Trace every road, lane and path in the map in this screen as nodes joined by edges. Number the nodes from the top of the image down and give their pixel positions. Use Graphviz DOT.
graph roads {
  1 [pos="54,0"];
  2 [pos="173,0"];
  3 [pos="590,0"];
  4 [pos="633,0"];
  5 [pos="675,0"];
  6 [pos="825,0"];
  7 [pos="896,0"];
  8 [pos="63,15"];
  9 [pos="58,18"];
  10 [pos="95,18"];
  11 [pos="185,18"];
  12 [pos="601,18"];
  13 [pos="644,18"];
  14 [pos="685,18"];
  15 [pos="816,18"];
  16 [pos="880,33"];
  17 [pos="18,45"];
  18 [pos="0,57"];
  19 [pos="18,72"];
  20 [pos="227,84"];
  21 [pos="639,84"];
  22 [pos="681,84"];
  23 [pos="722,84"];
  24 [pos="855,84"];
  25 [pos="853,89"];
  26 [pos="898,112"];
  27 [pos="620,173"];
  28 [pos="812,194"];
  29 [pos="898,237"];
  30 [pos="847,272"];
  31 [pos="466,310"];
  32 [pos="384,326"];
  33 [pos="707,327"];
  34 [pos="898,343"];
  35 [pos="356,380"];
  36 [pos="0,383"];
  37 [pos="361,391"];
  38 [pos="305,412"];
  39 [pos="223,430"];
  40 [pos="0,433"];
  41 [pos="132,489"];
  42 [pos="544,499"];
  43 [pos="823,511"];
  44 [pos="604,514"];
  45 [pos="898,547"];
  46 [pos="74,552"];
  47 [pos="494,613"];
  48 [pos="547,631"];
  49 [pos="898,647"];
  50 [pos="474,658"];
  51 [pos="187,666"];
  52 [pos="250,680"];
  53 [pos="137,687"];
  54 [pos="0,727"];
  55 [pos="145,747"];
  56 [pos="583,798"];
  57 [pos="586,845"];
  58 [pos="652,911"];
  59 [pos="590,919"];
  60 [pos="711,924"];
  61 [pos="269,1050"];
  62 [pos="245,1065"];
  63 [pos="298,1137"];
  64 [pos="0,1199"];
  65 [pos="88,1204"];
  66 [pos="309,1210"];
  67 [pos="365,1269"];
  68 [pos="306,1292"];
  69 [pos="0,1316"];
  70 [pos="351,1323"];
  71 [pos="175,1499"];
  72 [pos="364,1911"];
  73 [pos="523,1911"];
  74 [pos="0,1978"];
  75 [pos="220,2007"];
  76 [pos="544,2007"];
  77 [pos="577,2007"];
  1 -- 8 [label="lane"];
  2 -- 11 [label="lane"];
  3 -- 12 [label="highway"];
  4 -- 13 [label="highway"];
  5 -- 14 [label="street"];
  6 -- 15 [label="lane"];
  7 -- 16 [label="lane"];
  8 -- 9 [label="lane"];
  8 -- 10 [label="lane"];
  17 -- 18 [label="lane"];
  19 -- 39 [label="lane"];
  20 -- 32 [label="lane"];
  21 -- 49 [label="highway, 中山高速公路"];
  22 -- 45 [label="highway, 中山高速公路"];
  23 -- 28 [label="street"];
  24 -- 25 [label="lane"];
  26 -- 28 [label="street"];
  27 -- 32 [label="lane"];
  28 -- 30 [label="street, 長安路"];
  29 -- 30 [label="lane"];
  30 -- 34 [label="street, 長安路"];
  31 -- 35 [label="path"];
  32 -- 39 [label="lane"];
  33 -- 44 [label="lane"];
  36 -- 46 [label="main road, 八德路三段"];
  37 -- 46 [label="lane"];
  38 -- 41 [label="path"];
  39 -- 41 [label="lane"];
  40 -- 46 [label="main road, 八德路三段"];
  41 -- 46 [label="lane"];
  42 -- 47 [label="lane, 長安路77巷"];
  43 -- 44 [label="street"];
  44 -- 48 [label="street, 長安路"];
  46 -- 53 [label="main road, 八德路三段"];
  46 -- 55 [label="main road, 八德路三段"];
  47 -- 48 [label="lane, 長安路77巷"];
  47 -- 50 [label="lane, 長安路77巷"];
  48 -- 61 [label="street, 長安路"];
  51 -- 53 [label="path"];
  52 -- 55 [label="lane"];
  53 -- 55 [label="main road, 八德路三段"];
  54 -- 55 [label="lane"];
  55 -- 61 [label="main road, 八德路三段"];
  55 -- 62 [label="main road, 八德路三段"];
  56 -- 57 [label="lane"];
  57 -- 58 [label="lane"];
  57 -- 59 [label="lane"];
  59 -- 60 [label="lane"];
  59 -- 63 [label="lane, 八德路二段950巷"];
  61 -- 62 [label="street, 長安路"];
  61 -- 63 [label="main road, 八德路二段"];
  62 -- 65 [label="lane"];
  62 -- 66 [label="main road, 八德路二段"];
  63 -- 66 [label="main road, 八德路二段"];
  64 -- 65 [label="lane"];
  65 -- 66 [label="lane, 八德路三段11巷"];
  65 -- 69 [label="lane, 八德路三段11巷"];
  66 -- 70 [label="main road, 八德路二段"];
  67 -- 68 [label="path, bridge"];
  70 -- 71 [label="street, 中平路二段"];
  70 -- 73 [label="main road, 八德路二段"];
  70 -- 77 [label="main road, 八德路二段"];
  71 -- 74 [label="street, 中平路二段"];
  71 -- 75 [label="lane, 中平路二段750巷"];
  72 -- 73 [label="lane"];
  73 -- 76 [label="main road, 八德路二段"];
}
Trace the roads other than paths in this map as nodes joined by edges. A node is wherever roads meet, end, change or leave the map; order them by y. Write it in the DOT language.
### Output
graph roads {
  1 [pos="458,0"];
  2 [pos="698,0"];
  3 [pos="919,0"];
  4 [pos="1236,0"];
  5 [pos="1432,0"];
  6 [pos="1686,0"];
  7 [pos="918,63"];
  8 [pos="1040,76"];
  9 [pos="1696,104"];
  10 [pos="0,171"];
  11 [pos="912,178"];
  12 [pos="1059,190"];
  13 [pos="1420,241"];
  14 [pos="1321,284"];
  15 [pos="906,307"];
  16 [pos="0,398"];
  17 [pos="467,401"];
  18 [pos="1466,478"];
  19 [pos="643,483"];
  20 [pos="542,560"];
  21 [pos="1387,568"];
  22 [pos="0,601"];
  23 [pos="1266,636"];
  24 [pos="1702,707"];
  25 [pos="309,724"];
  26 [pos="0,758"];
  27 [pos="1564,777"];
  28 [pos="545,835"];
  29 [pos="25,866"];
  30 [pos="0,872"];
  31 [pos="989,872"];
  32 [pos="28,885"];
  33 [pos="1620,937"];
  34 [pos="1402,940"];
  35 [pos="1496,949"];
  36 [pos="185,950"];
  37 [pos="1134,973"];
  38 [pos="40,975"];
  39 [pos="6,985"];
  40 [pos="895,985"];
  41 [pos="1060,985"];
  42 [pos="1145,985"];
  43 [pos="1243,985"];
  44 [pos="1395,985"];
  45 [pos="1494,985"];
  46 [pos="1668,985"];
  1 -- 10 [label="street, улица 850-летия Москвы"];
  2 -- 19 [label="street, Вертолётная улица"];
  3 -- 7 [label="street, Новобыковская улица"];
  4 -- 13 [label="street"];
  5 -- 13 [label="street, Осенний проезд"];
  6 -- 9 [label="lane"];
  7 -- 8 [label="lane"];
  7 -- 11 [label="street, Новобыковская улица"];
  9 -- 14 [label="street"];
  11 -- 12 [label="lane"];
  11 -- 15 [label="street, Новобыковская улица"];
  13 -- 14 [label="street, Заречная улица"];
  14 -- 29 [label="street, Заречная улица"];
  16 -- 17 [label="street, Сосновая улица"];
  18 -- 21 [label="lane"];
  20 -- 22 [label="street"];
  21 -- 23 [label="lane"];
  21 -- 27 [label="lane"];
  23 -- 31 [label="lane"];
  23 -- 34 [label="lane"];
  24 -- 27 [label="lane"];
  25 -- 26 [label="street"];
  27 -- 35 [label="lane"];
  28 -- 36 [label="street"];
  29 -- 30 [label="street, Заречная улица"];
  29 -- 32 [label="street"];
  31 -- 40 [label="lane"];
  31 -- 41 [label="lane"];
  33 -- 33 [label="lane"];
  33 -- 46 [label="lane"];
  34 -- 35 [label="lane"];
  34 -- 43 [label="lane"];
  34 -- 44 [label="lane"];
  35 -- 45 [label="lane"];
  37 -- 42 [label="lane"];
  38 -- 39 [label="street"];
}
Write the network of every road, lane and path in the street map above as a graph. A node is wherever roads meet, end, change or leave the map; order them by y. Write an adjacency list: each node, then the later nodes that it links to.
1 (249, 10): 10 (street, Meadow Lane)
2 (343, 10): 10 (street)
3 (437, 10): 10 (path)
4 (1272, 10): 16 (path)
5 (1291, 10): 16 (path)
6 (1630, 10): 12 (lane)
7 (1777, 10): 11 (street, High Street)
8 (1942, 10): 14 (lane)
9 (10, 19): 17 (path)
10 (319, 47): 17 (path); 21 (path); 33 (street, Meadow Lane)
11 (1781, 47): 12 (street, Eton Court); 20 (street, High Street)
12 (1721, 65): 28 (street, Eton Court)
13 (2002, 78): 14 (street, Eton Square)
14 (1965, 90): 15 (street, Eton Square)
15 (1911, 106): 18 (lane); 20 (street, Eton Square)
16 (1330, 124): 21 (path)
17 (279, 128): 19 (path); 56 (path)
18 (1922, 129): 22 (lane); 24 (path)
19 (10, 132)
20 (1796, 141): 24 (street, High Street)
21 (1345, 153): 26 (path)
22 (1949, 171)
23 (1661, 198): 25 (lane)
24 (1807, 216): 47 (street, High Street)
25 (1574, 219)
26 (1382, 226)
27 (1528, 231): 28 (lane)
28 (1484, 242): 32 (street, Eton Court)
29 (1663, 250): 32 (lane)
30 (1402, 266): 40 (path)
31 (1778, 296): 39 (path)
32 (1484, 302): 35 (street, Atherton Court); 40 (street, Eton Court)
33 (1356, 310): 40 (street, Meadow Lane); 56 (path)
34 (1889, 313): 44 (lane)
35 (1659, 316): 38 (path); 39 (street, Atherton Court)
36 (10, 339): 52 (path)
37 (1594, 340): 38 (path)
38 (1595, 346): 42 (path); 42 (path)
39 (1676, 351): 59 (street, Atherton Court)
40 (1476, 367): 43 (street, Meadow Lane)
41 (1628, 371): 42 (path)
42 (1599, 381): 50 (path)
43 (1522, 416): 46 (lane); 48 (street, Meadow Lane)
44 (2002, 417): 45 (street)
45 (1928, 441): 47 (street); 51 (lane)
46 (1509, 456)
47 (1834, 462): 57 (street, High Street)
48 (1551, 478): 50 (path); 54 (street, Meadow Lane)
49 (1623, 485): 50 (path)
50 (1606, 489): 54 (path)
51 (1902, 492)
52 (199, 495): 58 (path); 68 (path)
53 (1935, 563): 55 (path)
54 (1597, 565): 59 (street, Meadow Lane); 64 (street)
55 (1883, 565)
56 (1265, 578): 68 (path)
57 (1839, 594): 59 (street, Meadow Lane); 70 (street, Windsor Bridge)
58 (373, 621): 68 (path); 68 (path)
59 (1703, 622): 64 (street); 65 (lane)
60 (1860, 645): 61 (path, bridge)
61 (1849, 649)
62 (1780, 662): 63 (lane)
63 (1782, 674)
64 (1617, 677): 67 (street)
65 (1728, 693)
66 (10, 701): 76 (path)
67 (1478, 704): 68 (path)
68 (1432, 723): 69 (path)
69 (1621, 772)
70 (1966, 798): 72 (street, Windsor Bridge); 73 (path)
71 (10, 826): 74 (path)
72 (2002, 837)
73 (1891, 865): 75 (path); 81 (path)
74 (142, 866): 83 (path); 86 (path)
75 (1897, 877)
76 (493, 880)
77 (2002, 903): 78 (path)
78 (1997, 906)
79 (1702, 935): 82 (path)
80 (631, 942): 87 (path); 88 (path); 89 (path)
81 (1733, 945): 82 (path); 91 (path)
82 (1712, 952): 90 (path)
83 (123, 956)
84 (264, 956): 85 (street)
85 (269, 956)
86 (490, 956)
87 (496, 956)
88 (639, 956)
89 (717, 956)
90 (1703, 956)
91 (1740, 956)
________________________________________
--- WHAT THE TASK ASKS ---
In the listing above, count each line that holds the word "Новобыковская" and report the number alone.

--- ANSWER BOX ---
3